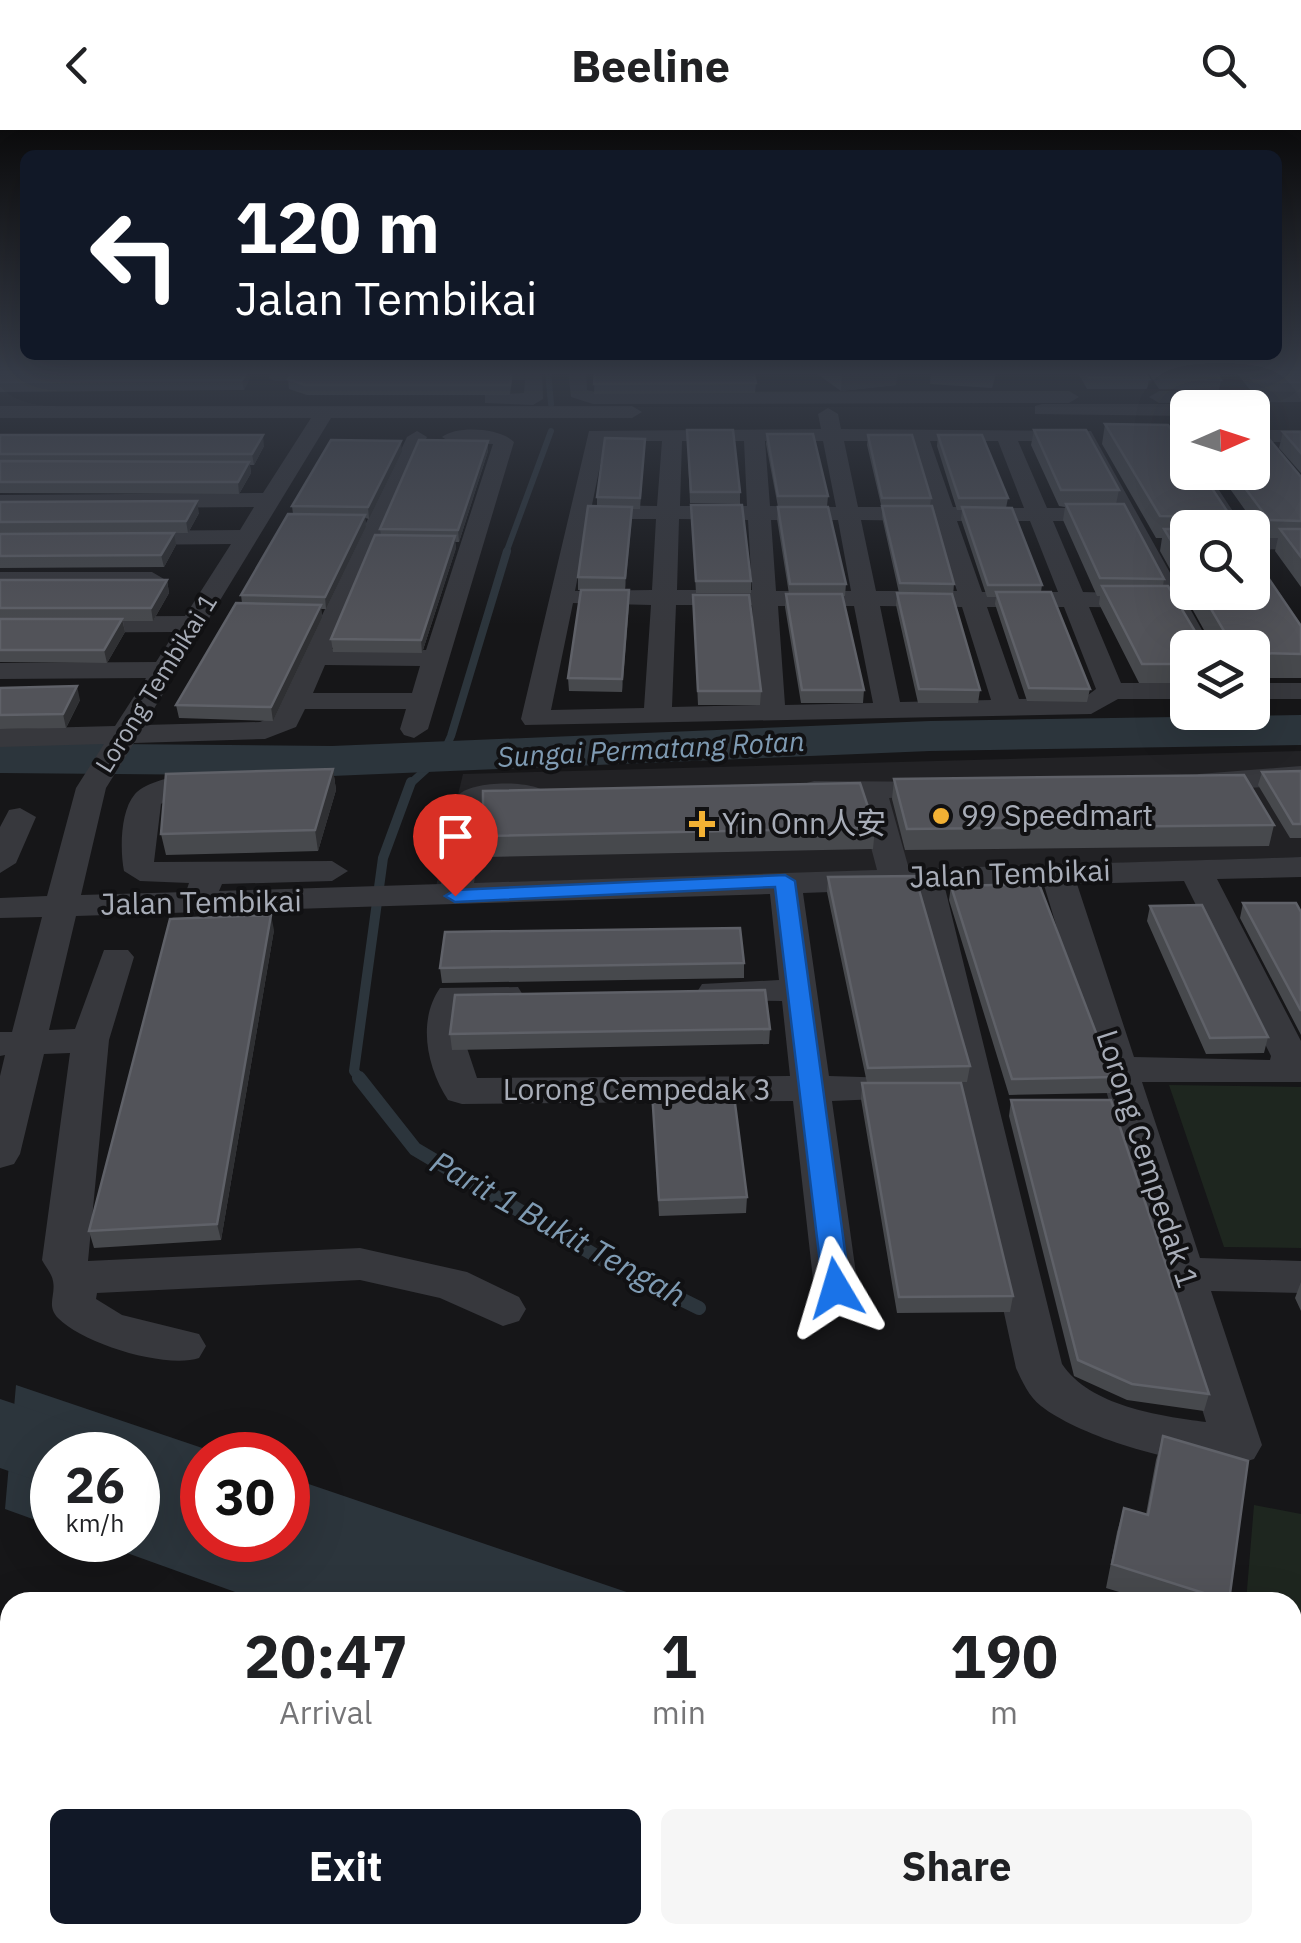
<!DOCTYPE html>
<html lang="en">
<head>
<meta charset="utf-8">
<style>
	body { margin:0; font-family:"IBM Plex Sans","Noto Sans SC",sans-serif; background:#f6f6f6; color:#202124; height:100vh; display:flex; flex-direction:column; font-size:38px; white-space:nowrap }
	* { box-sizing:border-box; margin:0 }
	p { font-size:32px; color:#757577 }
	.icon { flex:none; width:55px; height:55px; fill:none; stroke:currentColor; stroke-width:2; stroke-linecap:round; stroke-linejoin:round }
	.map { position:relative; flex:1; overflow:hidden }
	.details { position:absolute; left:0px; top:1462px; width:1302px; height:352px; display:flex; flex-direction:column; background:#fff; border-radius:30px 30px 0 0; box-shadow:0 10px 40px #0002 }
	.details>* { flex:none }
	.guide { position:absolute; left:20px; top:20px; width:1262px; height:210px; border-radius:15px; box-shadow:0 10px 40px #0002; background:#111827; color:#fff; overflow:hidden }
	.needle { width:65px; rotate:87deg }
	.buttons { position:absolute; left:1170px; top:260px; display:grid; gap:20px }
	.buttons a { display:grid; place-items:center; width:100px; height:100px; border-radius:15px; background:#fff; box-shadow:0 10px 40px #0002; font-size:50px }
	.speed { position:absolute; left:30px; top:1302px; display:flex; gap:20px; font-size:50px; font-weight:700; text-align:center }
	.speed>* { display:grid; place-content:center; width:130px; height:130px; border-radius:50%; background:#fff; box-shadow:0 10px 40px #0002; line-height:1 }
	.speed small { font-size:25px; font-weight:400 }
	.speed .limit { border:15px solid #d22; background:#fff; color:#111 }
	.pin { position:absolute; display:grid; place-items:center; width:85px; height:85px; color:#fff; margin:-102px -42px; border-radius:50% 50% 50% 0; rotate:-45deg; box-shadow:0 0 10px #0007 }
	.pin .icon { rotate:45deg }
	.me { position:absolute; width:110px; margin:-55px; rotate:353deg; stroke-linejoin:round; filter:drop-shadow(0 0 8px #0008) }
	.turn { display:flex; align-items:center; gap:35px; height:210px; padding:0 50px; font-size:45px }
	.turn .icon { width:130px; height:130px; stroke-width:2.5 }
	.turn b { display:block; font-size:70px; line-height:85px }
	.eta { display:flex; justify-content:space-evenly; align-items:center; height:170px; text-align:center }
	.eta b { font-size:60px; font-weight:700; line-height:70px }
	.button { display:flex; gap:20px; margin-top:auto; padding:20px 50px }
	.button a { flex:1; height:115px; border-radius:15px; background:#111827; color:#fff; font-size:40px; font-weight:700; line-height:115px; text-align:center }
	.button a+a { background:#f6f6f6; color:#202124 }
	header { display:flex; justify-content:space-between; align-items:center; height:130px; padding:0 50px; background:#fff; font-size:45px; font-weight:700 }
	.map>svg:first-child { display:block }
</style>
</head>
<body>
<header><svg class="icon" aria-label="back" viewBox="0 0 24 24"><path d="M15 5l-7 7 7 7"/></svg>Beeline<svg class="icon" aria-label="search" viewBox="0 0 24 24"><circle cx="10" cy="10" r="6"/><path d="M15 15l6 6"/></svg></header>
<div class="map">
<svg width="1301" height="1813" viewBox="0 0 1301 1813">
	<rect width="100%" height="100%" fill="#161618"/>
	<path fill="#222225" d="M1301 621V727L436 756 463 644Z"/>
	<path fill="#1e261f" d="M1169 955 1301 957V1118L1224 1117Z
		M1254 1375 1301 1384V1500L1293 1499 1292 1472H1246Z"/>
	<path fill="#2c353c" d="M16 1255 223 1325H202V1410H288V1347L656 1472H263L91 1410H138V1325H52V1396L5 1379Z
		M1293 1697 1301 1700V1813H1172L1154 1805H1292Z"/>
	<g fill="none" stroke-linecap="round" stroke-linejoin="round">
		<path stroke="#2c353c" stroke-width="6" d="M548 241 551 274
			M506 423 551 301"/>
		<path stroke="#2c353c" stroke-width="8" d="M410 654 443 624 451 606 507 421"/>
		<path stroke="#2c353c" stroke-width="10" d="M361 950 354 941 383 728 411 652"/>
		<path stroke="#2c353c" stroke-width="14" d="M359 948 415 1019 608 1133 699 1178"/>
		<path stroke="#2c353c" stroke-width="16" d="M1106 1805 1108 1813"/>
		<path fill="#2c353c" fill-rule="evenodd" d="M1301 585V615L930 621 332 646 0 643V613L332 616 930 591Z
			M0 1269 93 1300 106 1325H52V1356L0 1338Z"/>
		<path fill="#37383d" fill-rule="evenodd" d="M269 241H347L349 244 340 250 276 251 269 249Z
			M458 241H542L543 269 533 275 485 273V265L524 263 525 250H465L458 248Z
			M568 241H586L587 260 595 262 1069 261 1079 267 1069 273 593 274 571 267Z
			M1301 260V272L1159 273 1149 267 1159 261Z
			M1042 274H1188L1196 278H1188V286L1035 284V276Z
			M0 276H632L642 282 632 288H331L144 595 260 592 274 586 407 307 417 301 427 307 332 519 426 520 493 314 452 313 442 307C457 295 501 298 514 312L428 599 414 608 404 605 400 599 406 579H305L296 597 265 609 134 613 106 658 81 765 186 762 189 753 140 751 124 741C120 721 120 681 135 664 150 647 215 635 229 654L225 660 172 666 161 674 154 732 332 731 348 741 332 751 222 754 219 761 441 754 458 666C469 650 538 649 549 665L534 674 487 675 474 753 877 740 858 668 803 666 799 660 803 654 814 651 955 652 959 658 955 664 889 668 909 739 1301 727V747L1217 749 1301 911V952H1142L1200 1128 1301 1131V1163L1211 1161 1262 1315 1254 1329C1204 1346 1083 1309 1041 1276 1029 1267 1022 1251 1016 1238L912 759 803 763 829 946 925 949 930 958 925 967 832 971 858 1158 852 1170 836 1174 820 1170 814 1158 793 971 462 974 448 970C427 938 417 891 440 858L518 857 523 865 518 873 468 877 462 903 477 948 790 946 782 871 702 870 697 862 702 854 779 850 770 764 76 786 49 900 75 899 104 820H128L134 827 109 910 88 1131 360 1118 467 1142 519 1167 526 1179 519 1191 503 1196 440 1168 360 1150 97 1163 96 1169 122 1185 199 1204 206 1216 199 1228C166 1239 83 1214 58 1188 46 1176 56 1165 53 1151 52 1144 45 1136 42 1130L70 923 44 924 20 1024 14 1034 0 1038V946L5 925 0 926V902H12L42 787 0 788V768L47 766 76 658 104 614 0 617V599L115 596 146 548 0 549V533L156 532 175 502 0 503V487L185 486 231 414 123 415 111 408 123 401 240 400 254 377 0 379V365L263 363 311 288H0ZM325 535 420 536 412 563H313ZM1184 751 1271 926 1270 930 1134 927 1077 754ZM1044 755 1206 1292C1159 1286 1090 1276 1062 1234L945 758Z
			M828 278 838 284 841 299 1091 301 1212 518 1188 520 1161 472 1150 478 1089 477 1121 553H1188V569H1118L1091 584 525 595 521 589 589 301 821 299 818 284ZM605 311H662L657 376 592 375ZM682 311H744L747 376H680ZM765 311H823L836 377 770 376ZM844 311H909L930 377H858ZM930 311H998L1024 378 953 377ZM1018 311H1077L1112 378H1047ZM589 389H656L652 460 575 461ZM679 389 748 390 752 460H677ZM771 390H838L851 461H776ZM861 390 935 391 957 461H876ZM957 391H1030L1058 462H982ZM1053 391H1119L1158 464 1083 462ZM573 473 651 475 644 578 551 580ZM676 475H752L757 575 672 577ZM778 476H854L873 573 785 575ZM880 476 962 477 991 570 900 572ZM987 477H1064L1096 559 1084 568 1019 569Z
			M1252 300H1301V312H1252Z
			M1171 301H1188V313L1164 311 1161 307Z
			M1188 339V342H1207L1244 398H1221L1185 342Z
			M1252 405 1301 406V420L1252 419Z
			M0 442H152L164 449 152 456H0Z
			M1252 553H1301V569H1252Z
			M1301 636V654L1199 662 1184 653 1199 644Z
			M20 678 36 687 16 733 0 743V697L9 680Z"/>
	</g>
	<path fill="#47494d" d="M293 241H514L513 242 510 265H307L289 259 288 249Z
		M595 241 756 253 755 263 594 264Z
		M813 241H897L896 255 841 261Z
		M931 241H997L992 258 930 254Z
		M1077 241H1144L1149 249 1147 259H1087Z
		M1147 241H1214L1221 250 1219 260 1159 259Z
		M1235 241H1301V262L1251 261Z
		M0 246 250 248 244 260 0 262Z
		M1105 294 1231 387 1229 398H1188V462H1252L1301 496V548H1252V518H1214L1160 421 1162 408H1156L1102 314Z
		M687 300 740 362V374L690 373Z
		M1034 300 1119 360 1116 374 1164 449 1163 456 1188 518V553H1139L1099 474 1100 466H1097L1063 390 1065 377 1059 376 1031 315Z
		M1283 302H1301V343L1279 318Z
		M767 304 828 366 827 377 846 454 845 466H843L864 560 863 573H801L785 477 786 464H789L777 389 778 377 766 314Z
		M0 305 264 316 254 335H250L251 343 239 364 0 363Z
		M868 305 931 368 930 376 954 454 953 466 980 560 978 573H918L896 475 897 463H899L882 387V379L867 315Z
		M938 305 1008 368 1006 378 1042 455 1041 462 1090 559 1087 572 1027 571 995 474 996 467H987L961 389 962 380H957L937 316Z
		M645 309 640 379H632L625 460H578V447L597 376V367Z
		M488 311V321L459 412H455L456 418 422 523 333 522 331 509 381 405 380 399Z
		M402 322 369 389 365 388 366 397 326 479H321L322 488 273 591 179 588 176 575 242 473 241 465 293 384 292 376Z
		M1218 342H1252L1301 347V457L1275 421 1278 408H1265Z
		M0 372 199 383 188 403 0 404Z
		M691 375 751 451V463H696Z
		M0 404 176 415 164 437 0 438Z
		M0 450H167L169 463 153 491H123L125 502 107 533 0 532Z
		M693 465 761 561 760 575H698Z
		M629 473 622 562 569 561 568 548Z
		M0 558 80 570 66 598 0 599Z
		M333 639 336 660 318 721 166 725 161 704Z
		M1301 641V708H1290L1258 655 1262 642Z
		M894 649 1274 695 1269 716 905 720 892 669Z
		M875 698 873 719 485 727 483 706Z
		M828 747 970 936 967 952 867 953 827 762Z
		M951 756 1113 947 1110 963 1009 965 949 770Z
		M1243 773 1301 782V905L1240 788Z
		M1150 776 1268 907 1264 923 1206 924 1147 791Z
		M274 800 221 1110 94 1118 89 1101Z
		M744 833V848L442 853 440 838Z
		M770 899 769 914 452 920 450 904Z
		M862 953 1013 1166 1010 1182 897 1183 861 969Z
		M652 961 747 1067 746 1083 659 1086Z
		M1011 970 1209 1264 1204 1281 1127 1270 1074 1246 1009 986Z
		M1301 1152V1181L1295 1168Z
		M1163 1306 1248 1331 1228 1472H1152L1106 1458 1117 1402 1124 1378 1146 1384 1156 1330Z"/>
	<path fill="#2f3033" d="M247 241H249L250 248 244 260 242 250Z
		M842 241H897L896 255 841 261Z
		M263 305 264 316 254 335 252 324Z
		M401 311 402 322 369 389 368 377Z
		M488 311V321L459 412 458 400Z
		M249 332 251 343 239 364 238 352Z
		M197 371 199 383 188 403 186 391Z
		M632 377V388L625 460V448Z
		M365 385 366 397 326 479 325 467Z
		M174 403 176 415 164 437 161 425Z
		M455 406 456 418 422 523 421 510Z
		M167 450 169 463 153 491 151 478Z
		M629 460V473L622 562V549Z
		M321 475 322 488 273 591 271 577Z
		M122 489 125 502 107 533 104 520Z
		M77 556 80 570 66 598 63 584Z
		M333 639 336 660 318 721 315 700Z
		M271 785 274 800 221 1110 217 1094Z"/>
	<path fill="#525359" stroke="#5f6168" stroke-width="2.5" d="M4 241H247L242 250 0 252V246Z
		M293 241H512L510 255H305L288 249Z
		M595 241H753L756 253 594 254Z
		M1085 241H1144L1149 249 1089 248Z
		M1155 241H1214L1221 250 1161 249Z
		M1245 241H1301V252L1254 251Z
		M1105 294 1168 295 1188 323V342H1201L1231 387 1160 386Z
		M687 300H733L740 362H691Z
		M1034 300H1086L1119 360H1061Z
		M1283 302H1301V323Z
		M1252 303H1264L1301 347V391L1269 390 1233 342H1252Z
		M767 304H813L828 366H778Z
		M0 305H263L252 324H0Z
		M868 305H912L931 368H882Z
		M938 305H982L1008 368H959Z
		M605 308 645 309 640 368 597 367Z
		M331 310 401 311 368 377 292 376Z
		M419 310 488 311 458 400 380 399Z
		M0 331 249 332 238 352H0Z
		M197 371 186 391 0 392V372Z
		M1066 374H1124L1164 449 1100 448Z
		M691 375H742L751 451H696Z
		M588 376 632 377 625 448 578 447Z
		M882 376H932L954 454 900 453Z
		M778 377H828L846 454H790Z
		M962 377 1012 378 1042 455H988Z
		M288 384 365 385 325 467 241 465Z
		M1164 399H1188V439Z
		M1280 399H1301V427Z
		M174 403 161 425 0 426V404Z
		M375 405 455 406 421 510 331 509Z
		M1252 424 1301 496V524L1252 523V518H1234L1201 462H1252Z
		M0 450H167L151 478H0Z
		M1102 456H1168L1205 518H1188V534H1142Z
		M581 460H629L622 549 568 548Z
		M996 462H1051L1090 559 1029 558Z
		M897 463 952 464 980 560 919 559Z
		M786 464H842L864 560H802Z
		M693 465H749L761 561H698Z
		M236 473 321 475 271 577 176 575Z
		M0 489H122L104 520H0Z
		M77 556 63 584 0 585V558Z
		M333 639 315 700 161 704 166 644Z
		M1301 641V694H1293L1262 642Z
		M1244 645 1274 695 907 699 894 649Z
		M860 653 875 698 483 706V661Z
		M915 746 970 936 868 938 828 747Z
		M1039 754 1113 947 1012 949 951 756Z
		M1243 773H1296L1301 782V881Z
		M1202 775 1268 907 1210 908 1150 776Z
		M271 785 217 1094 89 1101 170 789Z
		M740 798 744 833 440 838 445 802Z
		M765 860 770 899 450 904 455 865Z
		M862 953H961L1013 1166 899 1167Z
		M733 958 747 1067 659 1070 652 961Z
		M1011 970H1111L1209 1264 1132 1254 1078 1230Z
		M1163 1306 1248 1331 1229 1471 1112 1434 1124 1378 1148 1385Z
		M262 1805H571L590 1813H258Z"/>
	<linearGradient id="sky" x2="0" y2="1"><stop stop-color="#0c0c0d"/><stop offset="0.49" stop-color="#363c48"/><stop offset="1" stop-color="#363c48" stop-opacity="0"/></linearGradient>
	<rect width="1301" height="495" fill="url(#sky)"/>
	<path fill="#1a73e8" stroke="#114b97" stroke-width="2.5" d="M785 745 795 751 850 1158 836 1168 823 1158 775 757 455 772 445 766 455 760Z"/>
	<g fill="#f2b134" stroke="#111113" stroke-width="4">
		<circle cx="941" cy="686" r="10"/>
		<path d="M697 679h10v10h10v10h-10v10h-10v-10h-10v-10h10z"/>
	</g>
	<g text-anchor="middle" stroke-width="8" stroke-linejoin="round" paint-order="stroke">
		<g font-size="25" fill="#a8adb8" stroke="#111113">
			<text transform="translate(156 553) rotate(-58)" y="9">Lorong Tembikai 1</text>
		</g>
		<g font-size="28" font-style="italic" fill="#7f9bb3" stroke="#111113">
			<text transform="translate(651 619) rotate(-3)" y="10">Sungai Permatang Rotan</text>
		</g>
		<g font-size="30" fill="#a8adb8" stroke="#111113" text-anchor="start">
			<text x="961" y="696">99 Speedmart</text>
			<text x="722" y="704">Yin Onn人安</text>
		</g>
		<g font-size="30" fill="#a8adb8" stroke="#111113">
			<text transform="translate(1010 744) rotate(-2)" y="10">Jalan Tembikai</text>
			<text transform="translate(201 773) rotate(-1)" y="10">Jalan Tembikai</text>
			<text x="637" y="970">Lorong Cempedak 3</text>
			<text transform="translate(1147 1029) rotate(72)" y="10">Lorong Cempedak 1</text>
		</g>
		<g font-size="32" font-style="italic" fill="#7f9bb3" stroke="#111113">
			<text transform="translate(558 1099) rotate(29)" y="11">Parit 1 Bukit Tengah</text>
		</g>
	</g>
</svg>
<div class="buttons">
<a><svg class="needle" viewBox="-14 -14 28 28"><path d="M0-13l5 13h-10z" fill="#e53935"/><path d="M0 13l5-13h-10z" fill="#757577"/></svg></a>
<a><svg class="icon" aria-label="search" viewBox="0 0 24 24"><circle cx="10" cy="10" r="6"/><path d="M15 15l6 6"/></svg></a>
<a><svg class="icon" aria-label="layers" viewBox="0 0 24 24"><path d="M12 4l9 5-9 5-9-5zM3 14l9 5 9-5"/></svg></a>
</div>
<div class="speed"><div>26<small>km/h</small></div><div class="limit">30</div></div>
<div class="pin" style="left:455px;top:766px;background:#d93025"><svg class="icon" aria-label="arrive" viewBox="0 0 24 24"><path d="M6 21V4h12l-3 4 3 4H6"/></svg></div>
<svg class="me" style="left:836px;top:1158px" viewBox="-20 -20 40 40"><path d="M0-17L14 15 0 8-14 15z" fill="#1a73e8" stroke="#fff" stroke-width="4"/></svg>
<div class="guide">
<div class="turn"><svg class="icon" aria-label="left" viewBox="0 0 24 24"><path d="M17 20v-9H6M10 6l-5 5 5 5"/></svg><div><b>120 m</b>Jalan Tembikai</div></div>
</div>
<section class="details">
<div class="eta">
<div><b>20:47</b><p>Arrival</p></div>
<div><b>1</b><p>min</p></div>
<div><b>190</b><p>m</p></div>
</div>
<div class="button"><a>Exit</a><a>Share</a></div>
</section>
</div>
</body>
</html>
-----
**TASK DESCRIPTION**: How many lines in the material contain the string "small"? Give the number alone.

**EXERCISE OUTPUT**: 2